**Work instructions:** Output the entries below exactly as written, omitting pictures.

◆ ◆ ◆

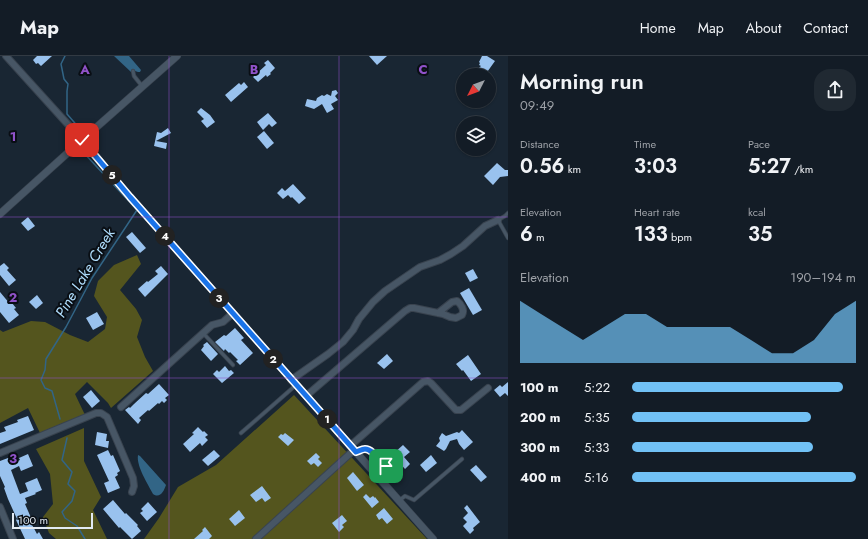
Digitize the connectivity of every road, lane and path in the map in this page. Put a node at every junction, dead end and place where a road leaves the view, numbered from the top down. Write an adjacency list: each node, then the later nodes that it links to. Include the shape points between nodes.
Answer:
1 (6, 56): 5 (street)
2 (177, 56): 4 (street)
3 (133, 71): 4 (lane)
4 (142, 86): 5 (street)
5 (82, 140): 7 (street); 11 (street)
6 (508, 213): 8 (lane)
7 (0, 214)
8 (498, 220): 9 (lane); 14 (street, via 485,226 451,254 420,267 385,291 363,314 343,342)
9 (508, 238)
10 (438, 313): 16 (street, via 410,308 405,311)
11 (233, 314): 12 (street); 14 (street)
12 (203, 333): 13 (lane); 17 (street)
13 (233, 365)
14 (294, 382): 16 (street); 18 (lane)
15 (488, 388): 19 (street, via 461,410 456,410 431,383 422,382)
16 (306, 396): 19 (street)
17 (121, 407)
18 (241, 434)
19 (353, 449): 22 (lane, via 366,449 374,453 386,466); 24 (street); 27 (street)
20 (0, 454): 23 (street, via 101,413 107,417 133,478)
21 (462, 459): 24 (lane, via 414,500 405,496)
22 (398, 468)
23 (132, 492)
24 (398, 501): 28 (street)
25 (0, 507): 26 (street)
26 (13, 539)
27 (256, 539)
28 (433, 539)

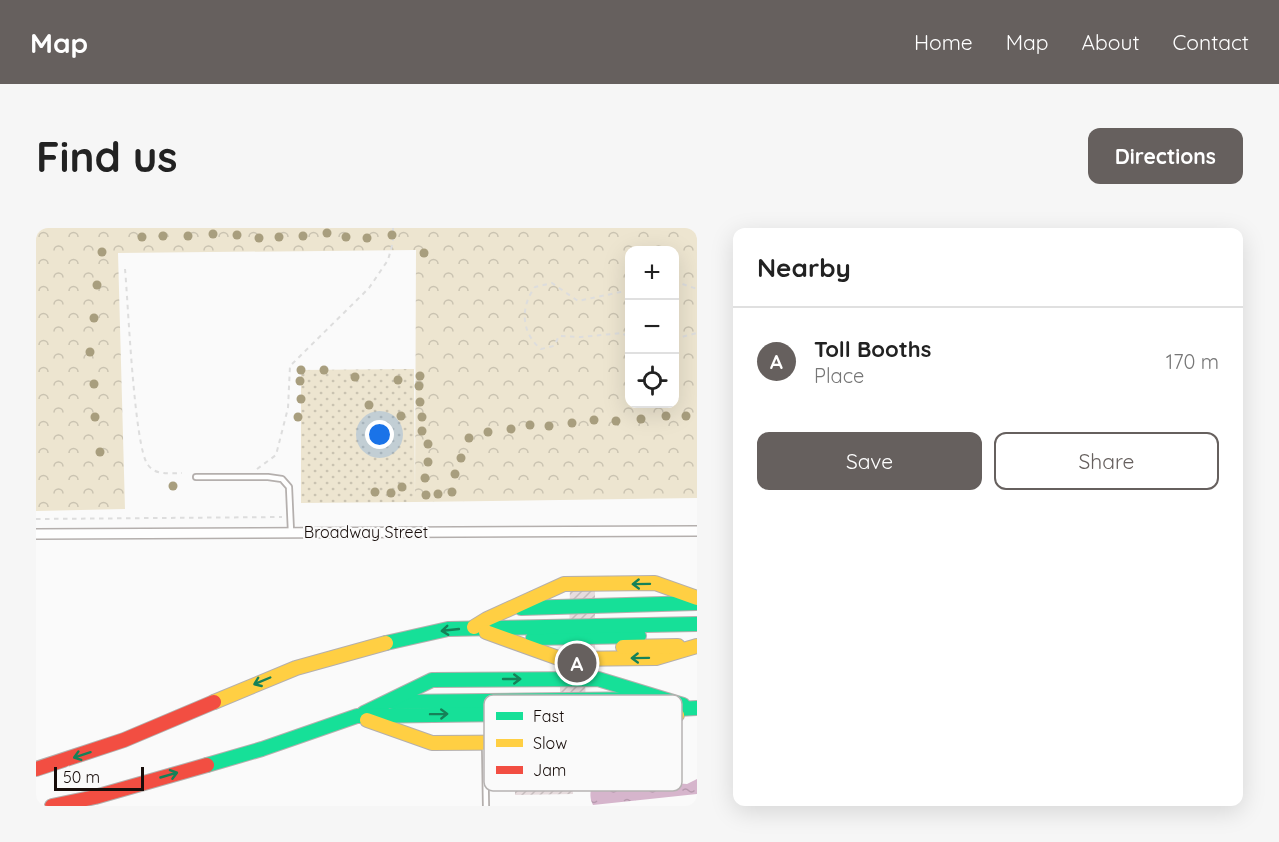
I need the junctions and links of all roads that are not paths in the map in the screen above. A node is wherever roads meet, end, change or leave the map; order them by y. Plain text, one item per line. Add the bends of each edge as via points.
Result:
1 (196, 477) dead end
2 (697, 531) edge
3 (291, 532) junction
4 (36, 534) edge
5 (694, 598) edge
6 (510, 608) junction
7 (697, 614) edge
8 (487, 619) junction
9 (697, 624) edge
10 (473, 628) junction
11 (697, 636) edge
12 (506, 638) junction
13 (697, 646) edge
14 (651, 695) edge
15 (484, 701) edge
16 (386, 702) junction
17 (484, 714) edge
18 (357, 717) junction
19 (484, 724) edge
20 (384, 726) junction
21 (407, 734) junction
22 (484, 734) edge
23 (484, 742) edge
24 (36, 769) edge
25 (486, 791) edge
26 (52, 806) edge
27 (486, 806) edge

1 - 3 lane via 276,477 286,482
2 - 3 street, Broadway Street
3 - 4 street, Broadway Street
5 - 6 highway
5 -> 6 highway via 535,598
6 - 8 highway
7 - 8 highway
8 - 10 highway
9 - 10 highway
10 - 12 highway
10 -> 24 highway via 410,636 304,665 124,740
11 - 12 highway
13 -> 12 highway via 528,647
16 -> 14 highway via 410,691 632,689
15 - 16 highway
16 - 18 highway
18 -> 17 highway
18 - 20 highway
26 -> 18 highway via 262,749
19 - 20 highway
20 - 21 highway
21 - 22 highway
21 - 23 highway via 432,743
25 - 27 lane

◆ ◆ ◆

**Solution to this exercise:**
Digitize the connectivity of every road, lane and path in the map in this page. Put a node at every junction, dead end and place where a road leaves the view, numbered from the top down. Write an adjacency list: each node, then the later nodes that it links to. Include the shape points between nodes.
Answer:
1 (6, 56): 5 (street)
2 (177, 56): 4 (street)
3 (133, 71): 4 (lane)
4 (142, 86): 5 (street)
5 (82, 140): 7 (street); 11 (street)
6 (508, 213): 8 (lane)
7 (0, 214)
8 (498, 220): 9 (lane); 14 (street, via 485,226 451,254 420,267 385,291 363,314 343,342)
9 (508, 238)
10 (438, 313): 16 (street, via 410,308 405,311)
11 (233, 314): 12 (street); 14 (street)
12 (203, 333): 13 (lane); 17 (street)
13 (233, 365)
14 (294, 382): 16 (street); 18 (lane)
15 (488, 388): 19 (street, via 461,410 456,410 431,383 422,382)
16 (306, 396): 19 (street)
17 (121, 407)
18 (241, 434)
19 (353, 449): 22 (lane, via 366,449 374,453 386,466); 24 (street); 27 (street)
20 (0, 454): 23 (street, via 101,413 107,417 133,478)
21 (462, 459): 24 (lane, via 414,500 405,496)
22 (398, 468)
23 (132, 492)
24 (398, 501): 28 (street)
25 (0, 507): 26 (street)
26 (13, 539)
27 (256, 539)
28 (433, 539)

I need the junctions and links of all roads that are not paths in the map in the screen above. A node is wherever roads meet, end, change or leave the map; order them by y. Plain text, one item per line. Add the bends of each edge as via points.
Result:
1 (196, 477) dead end
2 (697, 531) edge
3 (291, 532) junction
4 (36, 534) edge
5 (694, 598) edge
6 (510, 608) junction
7 (697, 614) edge
8 (487, 619) junction
9 (697, 624) edge
10 (473, 628) junction
11 (697, 636) edge
12 (506, 638) junction
13 (697, 646) edge
14 (651, 695) edge
15 (484, 701) edge
16 (386, 702) junction
17 (484, 714) edge
18 (357, 717) junction
19 (484, 724) edge
20 (384, 726) junction
21 (407, 734) junction
22 (484, 734) edge
23 (484, 742) edge
24 (36, 769) edge
25 (486, 791) edge
26 (52, 806) edge
27 (486, 806) edge

1 - 3 lane via 276,477 286,482
2 - 3 street, Broadway Street
3 - 4 street, Broadway Street
5 - 6 highway
5 -> 6 highway via 535,598
6 - 8 highway
7 - 8 highway
8 - 10 highway
9 - 10 highway
10 - 12 highway
10 -> 24 highway via 410,636 304,665 124,740
11 - 12 highway
13 -> 12 highway via 528,647
16 -> 14 highway via 410,691 632,689
15 - 16 highway
16 - 18 highway
18 -> 17 highway
18 - 20 highway
26 -> 18 highway via 262,749
19 - 20 highway
20 - 21 highway
21 - 22 highway
21 - 23 highway via 432,743
25 - 27 lane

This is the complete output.